● **INPUT RECORDS**:
....

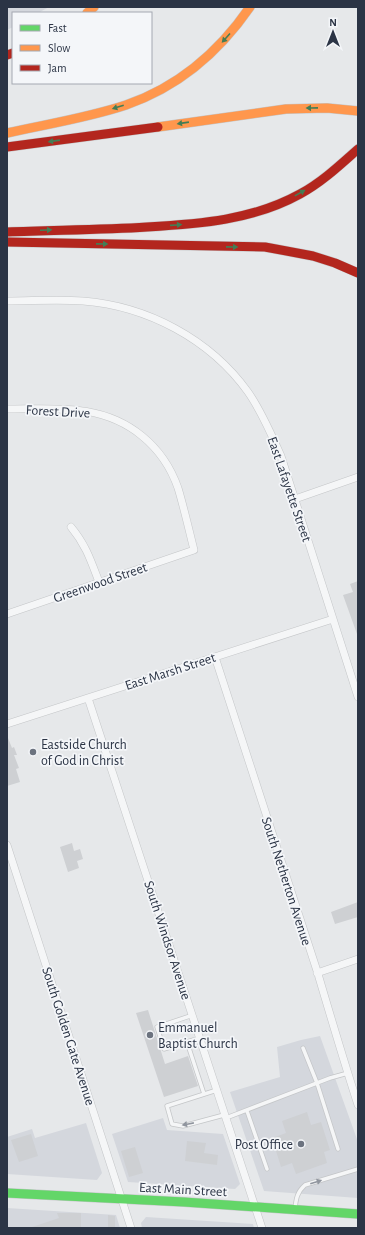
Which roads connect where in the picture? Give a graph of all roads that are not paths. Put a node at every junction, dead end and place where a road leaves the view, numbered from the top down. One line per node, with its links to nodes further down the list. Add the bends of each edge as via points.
1 (250, 7): 3 (main road, one-way to 3, via 210,55 187,74 160,90 103,112)
2 (354, 111): 4 (main road, one-way to 4, via 327,108 286,109)
3 (7, 133)
4 (7, 147)
5 (358, 149): 6 (main road, one-way to 5, via 135,228 236,218 300,194 329,175)
6 (7, 232)
7 (7, 242): 8 (main road, one-way to 8, via 265,247 298,251 325,258)
8 (358, 273)
9 (7, 301): 12 (street, East Lafayette Street, via 83,301 115,306 153,318 193,339 222,363 247,391 267,422)
10 (7, 409): 14 (street, Forest Drive, via 89,411 108,416 131,427 151,443 172,475 178,488)
11 (358, 477): 12 (street)
12 (295, 499): 17 (street, East Lafayette Street)
13 (71, 527): 15 (street, via 88,550)
14 (194, 550): 15 (street, Greenwood Street)
15 (99, 582): 16 (street, Greenwood Street)
16 (7, 614)
17 (332, 619): 18 (street, East Marsh Street); 19 (street, East Lafayette Street)
18 (215, 657): 20 (street, East Marsh Street); 24 (street, South Netherton Avenue)
19 (358, 697)
20 (88, 698): 21 (street, East Marsh Street); 25 (street, South Windsor Avenue)
21 (7, 724)
22 (7, 845): 40 (street, South Golden Gate Avenue)
23 (358, 959): 24 (street)
24 (317, 973): 29 (street, South Netherton Avenue)
25 (193, 1015): 26 (street, South Windsor Avenue); 27 (lane, via 157,1027 164,1049)
26 (200, 1038): 27 (lane); 31 (street, South Windsor Avenue)
27 (187, 1042): 32 (lane)
28 (303, 1048): 30 (lane)
29 (348, 1074): 30 (lane); 33 (street, South Netherton Avenue)
30 (317, 1083): 34 (lane); 36 (lane)
31 (217, 1090): 32 (lane); 35 (street, South Windsor Avenue)
32 (204, 1094): 35 (lane, one-way to 32, via 183,1126 172,1124 166,1106)
33 (358, 1105)
34 (247, 1111): 35 (lane); 37 (lane)
35 (226, 1116): 41 (street, South Windsor Avenue)
36 (338, 1150)
37 (267, 1169)
38 (358, 1169): 42 (lane, one-way to 38, via 296,1198 305,1185)
39 (7, 1193): 40 (main road, East Main Street)
40 (122, 1200): 41 (main road, East Main Street); 44 (street, South Golden Gate Avenue)
41 (256, 1207): 42 (main road, East Main Street); 45 (street, South Windsor Avenue)
42 (295, 1210): 43 (main road, East Main Street)
43 (358, 1214)
44 (131, 1228)
45 (262, 1228)

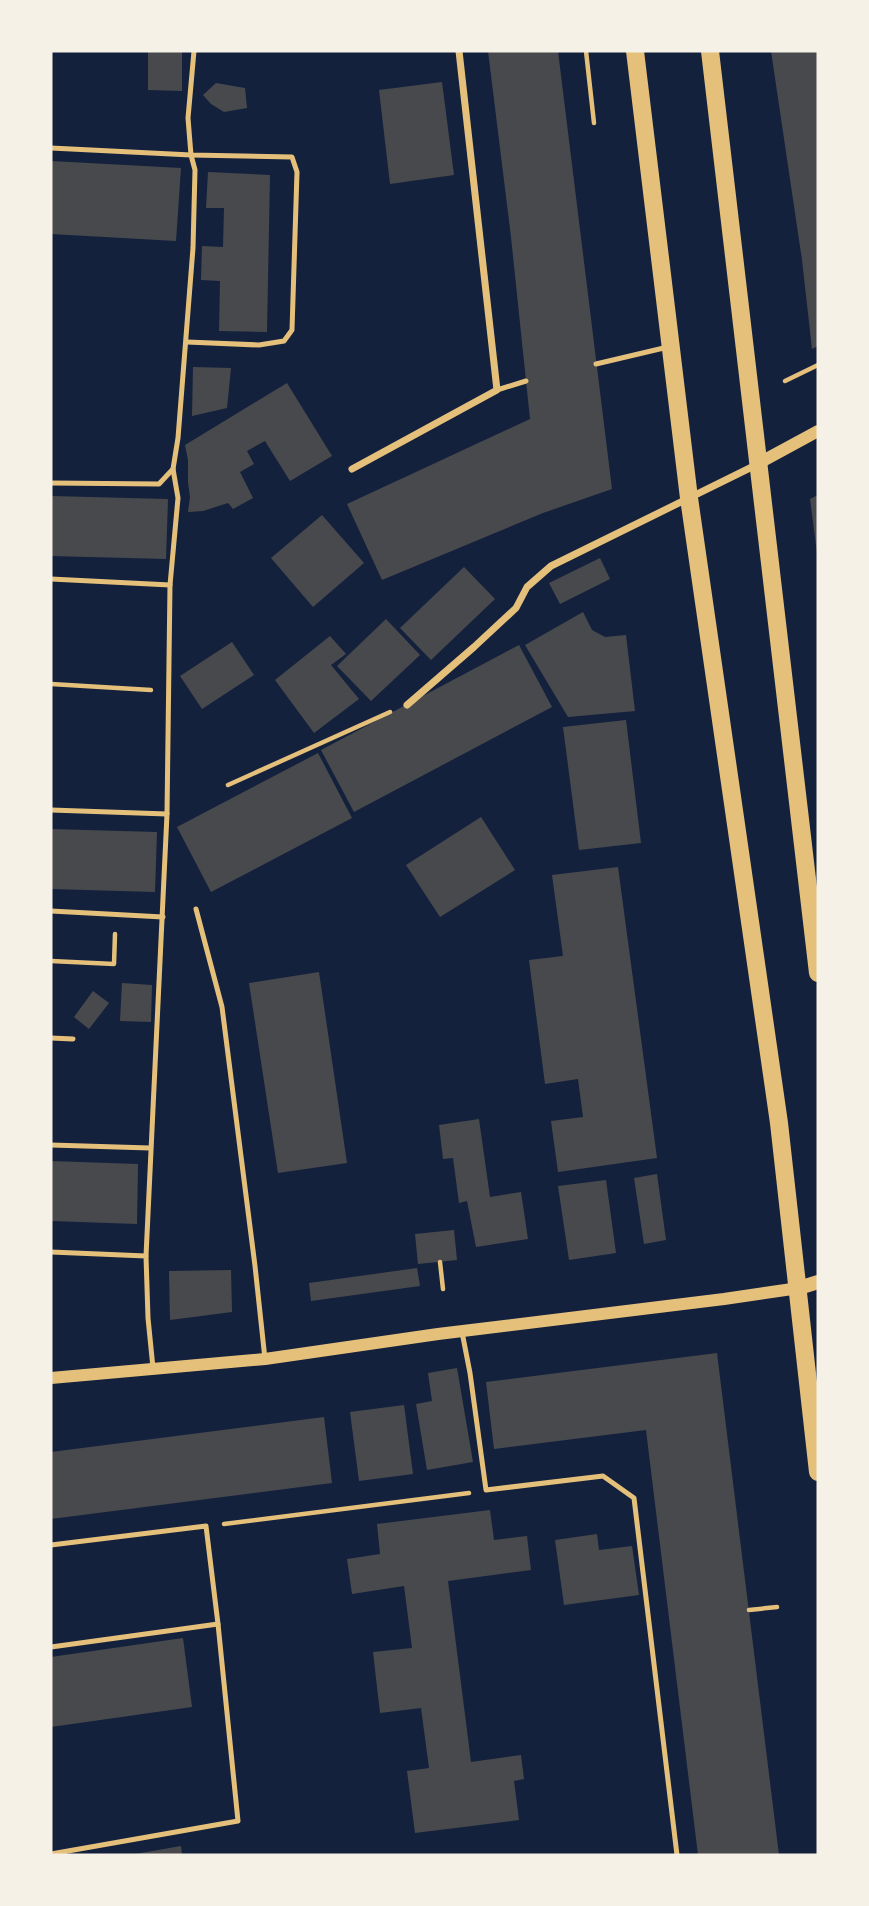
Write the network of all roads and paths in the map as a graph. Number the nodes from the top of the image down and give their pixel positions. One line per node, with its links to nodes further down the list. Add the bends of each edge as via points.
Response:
1 (194, 51): 8 (lane, via 188,118)
2 (458, 51): 15 (street)
3 (586, 51): 6 (path)
4 (635, 51): 10 (main road)
5 (710, 51): 17 (main road)
6 (594, 123)
7 (51, 148): 8 (lane)
8 (191, 155): 9 (lane, via 195,170); 9 (lane, via 292,158 298,172 292,330 284,341 259,345)
9 (187, 342): 18 (lane)
10 (671, 346): 11 (lane); 21 (main road)
11 (596, 365)
12 (818, 365): 14 (path)
13 (526, 381): 15 (lane)
14 (785, 381)
15 (497, 390): 19 (street)
16 (818, 431): 17 (street)
17 (760, 463): 21 (street); 30 (main road)
18 (173, 469): 20 (lane, via 159,484); 23 (lane, via 178,498)
19 (352, 469)
20 (51, 483)
21 (689, 498): 26 (street, via 551,566 527,587 516,608); 45 (main road)
22 (51, 579): 23 (lane)
23 (170, 584): 25 (lane)
24 (51, 684): 25 (path)
25 (169, 691): 29 (lane)
26 (407, 705): 27 (path)
27 (228, 785)
28 (51, 810): 29 (lane)
29 (167, 814): 33 (lane)
30 (813, 875): 36 (main road)
31 (196, 909): 48 (lane, via 222,1007)
32 (51, 911): 33 (lane)
33 (163, 917): 40 (lane)
34 (115, 934): 35 (path, via 114,964)
35 (51, 961)
36 (818, 973)
37 (51, 1038): 38 (lane)
38 (73, 1039)
39 (51, 1145): 40 (lane)
40 (150, 1148): 42 (lane)
41 (51, 1252): 42 (lane)
42 (146, 1256): 49 (lane)
43 (440, 1262): 46 (path)
44 (818, 1282): 45 (main road)
45 (799, 1288): 47 (street); 51 (main road)
46 (443, 1289)
47 (462, 1331): 48 (street); 52 (lane)
48 (265, 1359): 49 (street)
49 (153, 1369): 50 (street)
50 (51, 1378)
51 (818, 1472)
52 (486, 1490): 53 (path); 60 (lane, via 603,1475 634,1498)
53 (206, 1526): 54 (lane); 57 (lane)
54 (51, 1545)
55 (777, 1607): 56 (path)
56 (749, 1610)
57 (218, 1624): 58 (lane); 59 (lane, via 238,1821)
58 (51, 1647)
59 (51, 1854)
60 (677, 1855)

....

● **EXERCISE DIRECTIONS**: Write out again every line above exactly as given; the pictures do not belong in the copy.

● **EXERCISE OUTPUT**:
Which roads connect where in the picture? Give a graph of all roads that are not paths. Put a node at every junction, dead end and place where a road leaves the view, numbered from the top down. One line per node, with its links to nodes further down the list. Add the bends of each edge as via points.
1 (250, 7): 3 (main road, one-way to 3, via 210,55 187,74 160,90 103,112)
2 (354, 111): 4 (main road, one-way to 4, via 327,108 286,109)
3 (7, 133)
4 (7, 147)
5 (358, 149): 6 (main road, one-way to 5, via 135,228 236,218 300,194 329,175)
6 (7, 232)
7 (7, 242): 8 (main road, one-way to 8, via 265,247 298,251 325,258)
8 (358, 273)
9 (7, 301): 12 (street, East Lafayette Street, via 83,301 115,306 153,318 193,339 222,363 247,391 267,422)
10 (7, 409): 14 (street, Forest Drive, via 89,411 108,416 131,427 151,443 172,475 178,488)
11 (358, 477): 12 (street)
12 (295, 499): 17 (street, East Lafayette Street)
13 (71, 527): 15 (street, via 88,550)
14 (194, 550): 15 (street, Greenwood Street)
15 (99, 582): 16 (street, Greenwood Street)
16 (7, 614)
17 (332, 619): 18 (street, East Marsh Street); 19 (street, East Lafayette Street)
18 (215, 657): 20 (street, East Marsh Street); 24 (street, South Netherton Avenue)
19 (358, 697)
20 (88, 698): 21 (street, East Marsh Street); 25 (street, South Windsor Avenue)
21 (7, 724)
22 (7, 845): 40 (street, South Golden Gate Avenue)
23 (358, 959): 24 (street)
24 (317, 973): 29 (street, South Netherton Avenue)
25 (193, 1015): 26 (street, South Windsor Avenue); 27 (lane, via 157,1027 164,1049)
26 (200, 1038): 27 (lane); 31 (street, South Windsor Avenue)
27 (187, 1042): 32 (lane)
28 (303, 1048): 30 (lane)
29 (348, 1074): 30 (lane); 33 (street, South Netherton Avenue)
30 (317, 1083): 34 (lane); 36 (lane)
31 (217, 1090): 32 (lane); 35 (street, South Windsor Avenue)
32 (204, 1094): 35 (lane, one-way to 32, via 183,1126 172,1124 166,1106)
33 (358, 1105)
34 (247, 1111): 35 (lane); 37 (lane)
35 (226, 1116): 41 (street, South Windsor Avenue)
36 (338, 1150)
37 (267, 1169)
38 (358, 1169): 42 (lane, one-way to 38, via 296,1198 305,1185)
39 (7, 1193): 40 (main road, East Main Street)
40 (122, 1200): 41 (main road, East Main Street); 44 (street, South Golden Gate Avenue)
41 (256, 1207): 42 (main road, East Main Street); 45 (street, South Windsor Avenue)
42 (295, 1210): 43 (main road, East Main Street)
43 (358, 1214)
44 (131, 1228)
45 (262, 1228)

Write the network of all roads and paths in the map as a graph. Number the nodes from the top of the image down and give their pixel positions. One line per node, with its links to nodes further down the list. Add the bends of each edge as via points.
Response:
1 (194, 51): 8 (lane, via 188,118)
2 (458, 51): 15 (street)
3 (586, 51): 6 (path)
4 (635, 51): 10 (main road)
5 (710, 51): 17 (main road)
6 (594, 123)
7 (51, 148): 8 (lane)
8 (191, 155): 9 (lane, via 195,170); 9 (lane, via 292,158 298,172 292,330 284,341 259,345)
9 (187, 342): 18 (lane)
10 (671, 346): 11 (lane); 21 (main road)
11 (596, 365)
12 (818, 365): 14 (path)
13 (526, 381): 15 (lane)
14 (785, 381)
15 (497, 390): 19 (street)
16 (818, 431): 17 (street)
17 (760, 463): 21 (street); 30 (main road)
18 (173, 469): 20 (lane, via 159,484); 23 (lane, via 178,498)
19 (352, 469)
20 (51, 483)
21 (689, 498): 26 (street, via 551,566 527,587 516,608); 45 (main road)
22 (51, 579): 23 (lane)
23 (170, 584): 25 (lane)
24 (51, 684): 25 (path)
25 (169, 691): 29 (lane)
26 (407, 705): 27 (path)
27 (228, 785)
28 (51, 810): 29 (lane)
29 (167, 814): 33 (lane)
30 (813, 875): 36 (main road)
31 (196, 909): 48 (lane, via 222,1007)
32 (51, 911): 33 (lane)
33 (163, 917): 40 (lane)
34 (115, 934): 35 (path, via 114,964)
35 (51, 961)
36 (818, 973)
37 (51, 1038): 38 (lane)
38 (73, 1039)
39 (51, 1145): 40 (lane)
40 (150, 1148): 42 (lane)
41 (51, 1252): 42 (lane)
42 (146, 1256): 49 (lane)
43 (440, 1262): 46 (path)
44 (818, 1282): 45 (main road)
45 (799, 1288): 47 (street); 51 (main road)
46 (443, 1289)
47 (462, 1331): 48 (street); 52 (lane)
48 (265, 1359): 49 (street)
49 (153, 1369): 50 (street)
50 (51, 1378)
51 (818, 1472)
52 (486, 1490): 53 (path); 60 (lane, via 603,1475 634,1498)
53 (206, 1526): 54 (lane); 57 (lane)
54 (51, 1545)
55 (777, 1607): 56 (path)
56 (749, 1610)
57 (218, 1624): 58 (lane); 59 (lane, via 238,1821)
58 (51, 1647)
59 (51, 1854)
60 (677, 1855)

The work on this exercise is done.